A key role that government plays is the enforcing of contractual obligations. The government also provides the definitions that both parties use as the basis for their contracts. When parties agree to a contract, they are incentivized to stick to the contract because of the potential legal implications of reneging. Without the threat of legal repercussions, there would likely be a high percentage of unfulfilled contractual obligations. This would affect commerce as well as civic relationships.
However, with the blockchain, there is the possibility of digital self-enforcing contracts, widely known as smart contracts. The stipulations in a smart contract are hard-coded into its software meaning it only executes once all requirements are met.
If they were to be implemented on a wide-scale, governments would not need to act as enforcers of these agreements. Moreover, smart contracts can also be designed with an inbuilt conflict resolution. This would also remove the need for the government to act as an intermediary with regard to resolving conflicts among parties.
In a democracy, public elections are used to choose a country’s leaders. In many nations across the world, however, elections are marred with irregularities which call the integrity of the process into question. Moreover, it also undermines the authority of the elections’ winners because of the uncertainty related to the results. In some cases, disputed elections have resulted in widespread violence and even civil war.
In most cases, elections are run by independent bodies. While they are within the government, these bodies usually run parallel in that they are supposed to be impervious to any external force or coercion. However, these bodies are regularly compromised.
If elections were to be held using blockchain-powered platforms, there would be no need for electoral bodies due to the transparency and immutability that the blockchain can provide to an election process.
Transparent tracking and auditing of the financial system
One of the most important functions of the government is to oversee its country’s financial system. This includes the collection of taxes and the allocation of these monetary resources. Proponents of blockchain technology believe it can be used to better manage the finances of a country.
Dan Larimer, the creator of blockchain-powered social media platform Steemit and decentralized application platform EOS explained his views on how the blockchain can affect the creation and management of currency stating: “You use a blockchain to create and manage a currency of a country in a transparent way. You give the government a cap on monetary inflation. This would be constitutional: Five percent of the money supply every year is what they’re allowed to spend.”
In addition to an inbuilt inflationary mechanism, the blockchain could be used to align the interests of the public with those of the government, ensuring that citizens do not have to bear the brunt of loss in value of the currency.
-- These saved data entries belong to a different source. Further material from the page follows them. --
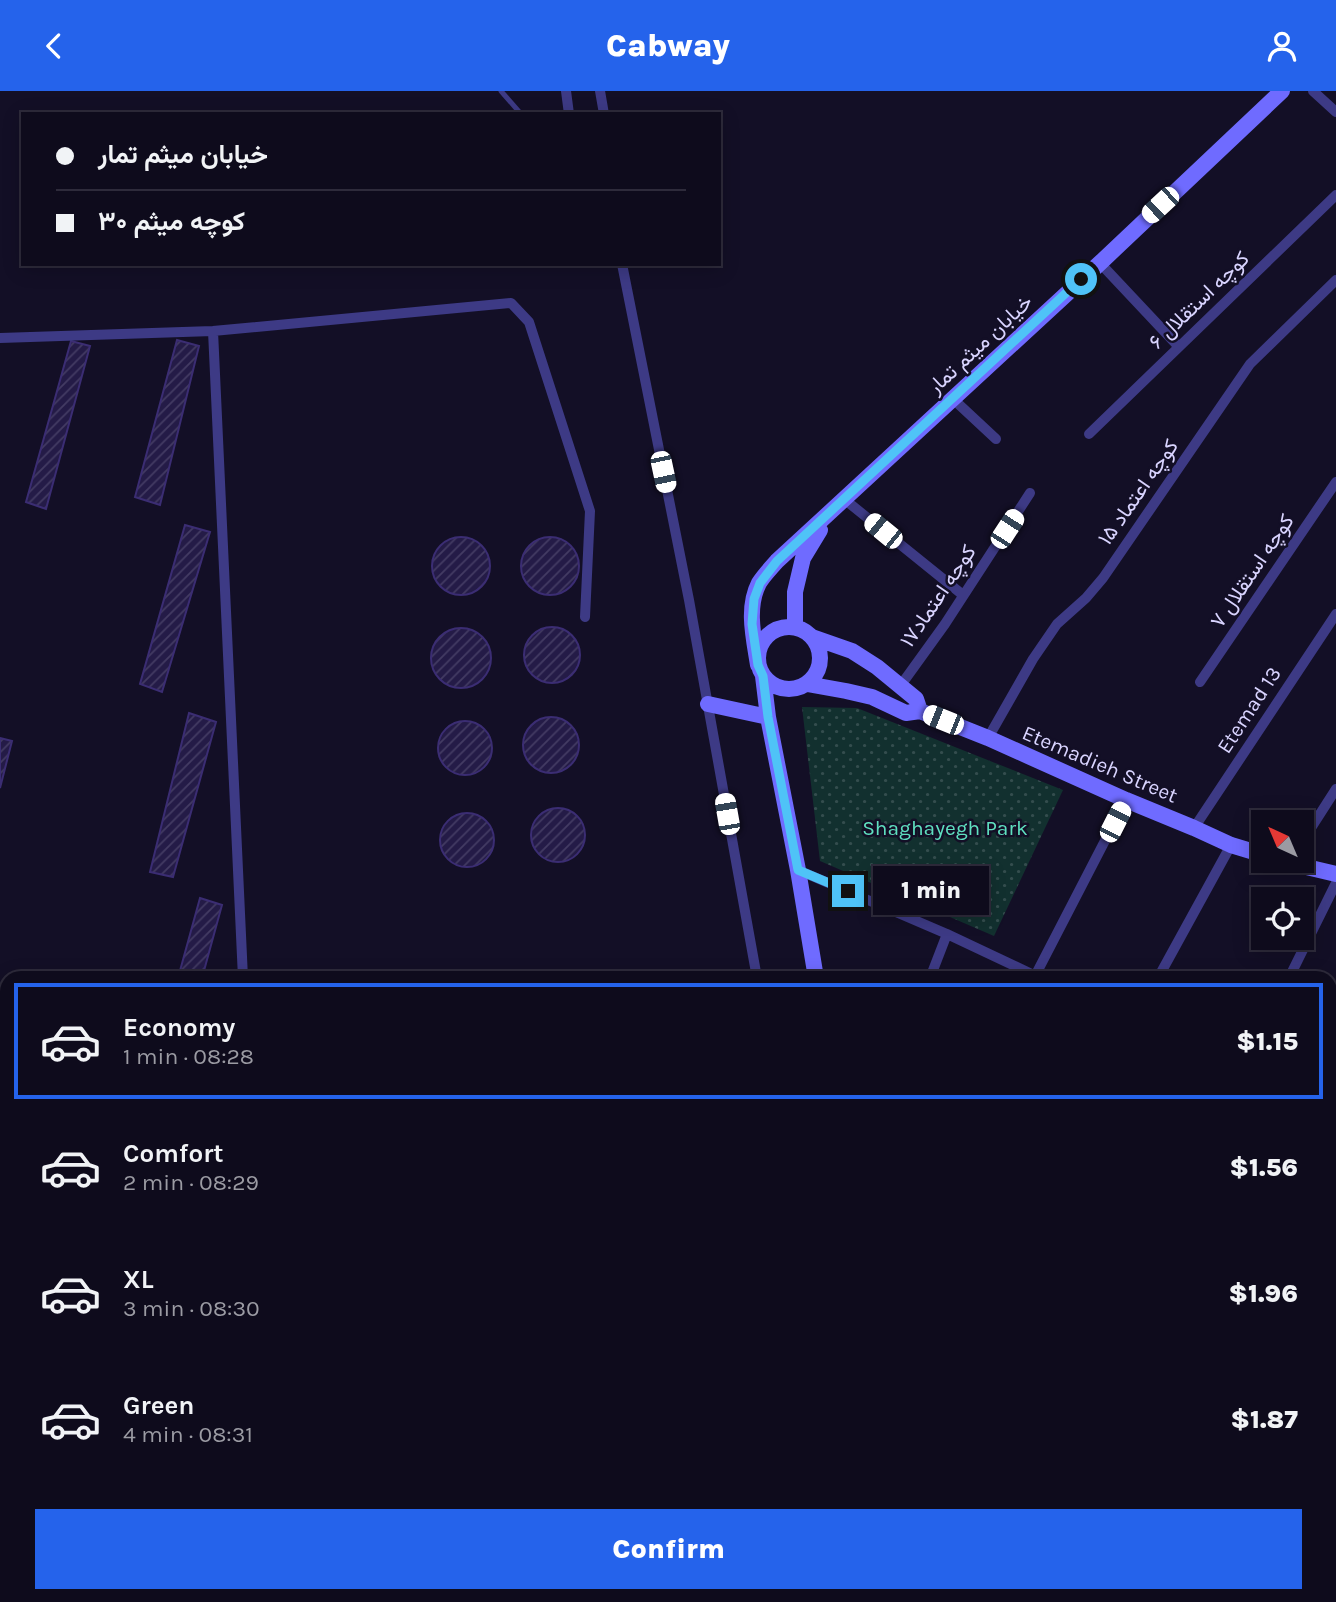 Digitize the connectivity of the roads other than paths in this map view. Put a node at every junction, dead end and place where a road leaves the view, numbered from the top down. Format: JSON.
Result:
{"nodes":[{"id":1,"x":501,"y":91,"type":"edge"},
{"id":2,"x":566,"y":91,"type":"edge"},
{"id":3,"x":600,"y":91,"type":"edge"},
{"id":4,"x":1282,"y":91,"type":"edge"},
{"id":5,"x":1313,"y":91,"type":"edge"},
{"id":6,"x":519,"y":112,"type":"edge"},
{"id":7,"x":569,"y":112,"type":"edge"},
{"id":8,"x":604,"y":112,"type":"edge"},
{"id":9,"x":1336,"y":113,"type":"edge"},
{"id":10,"x":1336,"y":195,"type":"edge"},
{"id":11,"x":1100,"y":263,"type":"junction"},
{"id":12,"x":622,"y":266,"type":"edge"},
{"id":13,"x":1336,"y":280,"type":"edge"},
{"id":14,"x":213,"y":331,"type":"junction"},
{"id":15,"x":0,"y":338,"type":"edge"},
{"id":16,"x":1178,"y":347,"type":"junction"},
{"id":17,"x":952,"y":398,"type":"junction"},
{"id":18,"x":1089,"y":434,"type":"dead end"},
{"id":19,"x":996,"y":439,"type":"dead end"},
{"id":20,"x":1336,"y":482,"type":"edge"},
{"id":21,"x":1030,"y":493,"type":"dead end"},
{"id":22,"x":844,"y":499,"type":"junction"},
{"id":23,"x":830,"y":513,"type":"junction"},
{"id":24,"x":963,"y":595,"type":"junction"},
{"id":25,"x":1336,"y":614,"type":"edge"},
{"id":26,"x":585,"y":617,"type":"dead end"},
{"id":27,"x":795,"y":627,"type":"junction"},
{"id":28,"x":812,"y":637,"type":"junction"},
{"id":29,"x":761,"y":670,"type":"junction"},
{"id":30,"x":1200,"y":682,"type":"dead end"},
{"id":31,"x":901,"y":685,"type":"junction"},
{"id":32,"x":801,"y":686,"type":"junction"},
{"id":33,"x":708,"y":704,"type":"junction"},
{"id":34,"x":920,"y":711,"type":"junction"},
{"id":35,"x":768,"y":717,"type":"junction"},
{"id":36,"x":988,"y":738,"type":"junction"},
{"id":37,"x":1336,"y":789,"type":"edge"},
{"id":38,"x":1126,"y":800,"type":"junction"},
{"id":39,"x":1314,"y":823,"type":"edge"},
{"id":40,"x":1194,"y":828,"type":"junction"},
{"id":41,"x":1231,"y":845,"type":"junction"},
{"id":42,"x":1251,"y":851,"type":"edge"},
{"id":43,"x":1314,"y":869,"type":"edge"},
{"id":44,"x":798,"y":870,"type":"junction"},
{"id":45,"x":1336,"y":874,"type":"edge"},
{"id":46,"x":1336,"y":883,"type":"edge"},
{"id":47,"x":947,"y":934,"type":"junction"},
{"id":48,"x":243,"y":971,"type":"edge"},
{"id":49,"x":756,"y":971,"type":"edge"},
{"id":50,"x":815,"y":971,"type":"edge"},
{"id":51,"x":933,"y":971,"type":"edge"},
{"id":52,"x":1024,"y":971,"type":"edge"},
{"id":53,"x":1040,"y":971,"type":"edge"},
{"id":54,"x":1162,"y":971,"type":"edge"},
{"id":55,"x":1292,"y":971,"type":"edge"}],
"edges":[{"from":1,"to":6,"type":"lane"},
{"from":2,"to":7,"type":"street"},
{"from":3,"to":8,"type":"street"},
{"from":4,"to":11,"type":"street","name":"خیابان میثم تمار"},
{"from":5,"to":9,"type":"street"},
{"from":10,"to":16,"type":"street","name":"کوچه استقلال ۶"},
{"from":11,"to":16,"type":"street"},
{"from":11,"to":17,"type":"street","name":"خیابان میثم تمار"},
{"from":12,"to":33,"type":"street"},
{"from":13,"to":36,"type":"street","name":"کوچه اعتماد ۱۵"},
{"from":14,"to":15,"type":"street"},
{"from":14,"to":26,"type":"street"},
{"from":14,"to":48,"type":"street"},
{"from":16,"to":18,"type":"street","name":"کوچه استقلال ۶"},
{"from":17,"to":19,"type":"street"},
{"from":17,"to":22,"type":"street","name":"خیابان میثم تمار"},
{"from":20,"to":30,"type":"street","name":"کوچه استقلال ۷"},
{"from":21,"to":24,"type":"street","name":"کوچه اعتماد۱۷"},
{"from":22,"to":23,"type":"street","name":"خیابان میثم تمار"},
{"from":22,"to":24,"type":"street"},
{"from":23,"to":27,"type":"street","name":"خیابان میثم تمار"},
{"from":23,"to":29,"type":"street","name":"خیابان میثم تمار"},
{"from":24,"to":31,"type":"street","name":"کوچه اعتماد۱۷"},
{"from":25,"to":40,"type":"street","name":"Etemad 13"},
{"from":27,"to":28,"type":"street"},
{"from":27,"to":29,"type":"street"},
{"from":28,"to":31,"type":"street"},
{"from":28,"to":32,"type":"street"},
{"from":29,"to":32,"type":"street"},
{"from":29,"to":35,"type":"street","name":"خیابان میثم تمار"},
{"from":31,"to":34,"type":"street"},
{"from":32,"to":34,"type":"street","name":"Etemadieh Street"},
{"from":32,"to":35,"type":"street"},
{"from":33,"to":35,"type":"street"},
{"from":33,"to":49,"type":"street"},
{"from":34,"to":36,"type":"street","name":"Etemadieh Street"},
{"from":35,"to":44,"type":"street","name":"خیابان میثم تمار"},
{"from":36,"to":38,"type":"street","name":"Etemadieh Street"},
{"from":37,"to":39,"type":"street"},
{"from":38,"to":40,"type":"street","name":"Etemadieh Street"},
{"from":38,"to":53,"type":"street"},
{"from":40,"to":41,"type":"street","name":"Etemadieh Street"},
{"from":41,"to":42,"type":"street","name":"Etemadieh Street"},
{"from":41,"to":54,"type":"street"},
{"from":43,"to":45,"type":"street"},
{"from":44,"to":47,"type":"street"},
{"from":44,"to":50,"type":"street","name":"خیابان میثم تمار"},
{"from":46,"to":55,"type":"street"},
{"from":47,"to":51,"type":"street"},
{"from":47,"to":52,"type":"street"}]}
Larimer expands the concept of a government blockchain further: “[…] If you have a Universal Basic Income where everybody received a fixed quantity of tokens – not a guaranteed purchasing power, but a guaranteed share – you could replace all the welfare and all those systems. Now you align the government incentives to the people. The government has to grow the value of the currency greater than the inflation rate, or the government’s spending/purchasing power goes down, which is very different than how it is today.”
Larimer added that the use of blockchain technology could result in a greater degree of privacy for citizens while reducing the amount needed to ensure the government machine keeps working efficiently. “This could save $100 billion-plus a year in tax compliance and enforcement costs, give great financial privacy (you don’t have to report everything to the government – you can avoid it), and more important for my mission: There’s no more need for violence to enforce it. No more IRS audits. No more fear of not filling out the right form at the right time.”
While Larimer clarifies that these are hypothetical suppositions, it does bring to light the things that are possible with regard to the financial systems of sovereign nations and blockchain technology.
Can countries be ruled by the blockchain?
While it may be the dream of many cypherpunks, crypto-anarchists, and libertarians, it is difficult to imagine a scenario where the blockchain could replace governments in their entirety.
The notion of being ruled by computers will be anathema to those already in power and to all but the most futurist of citizens. Furthermore, due to the level of corruption found in many ruling governments across the globe, the idea of tracking government funds on a blockchain for all to see will likely not find many takers among lawmakers.
Having said that, the blockchain and decentralized applications definitely have the ability to streamline government services, which could result in less government and a more decentralized public sector. Fairer elections on the blockchain, a more transparent financial system and the use of smart contracts, for example, has the potential to reduce government spending.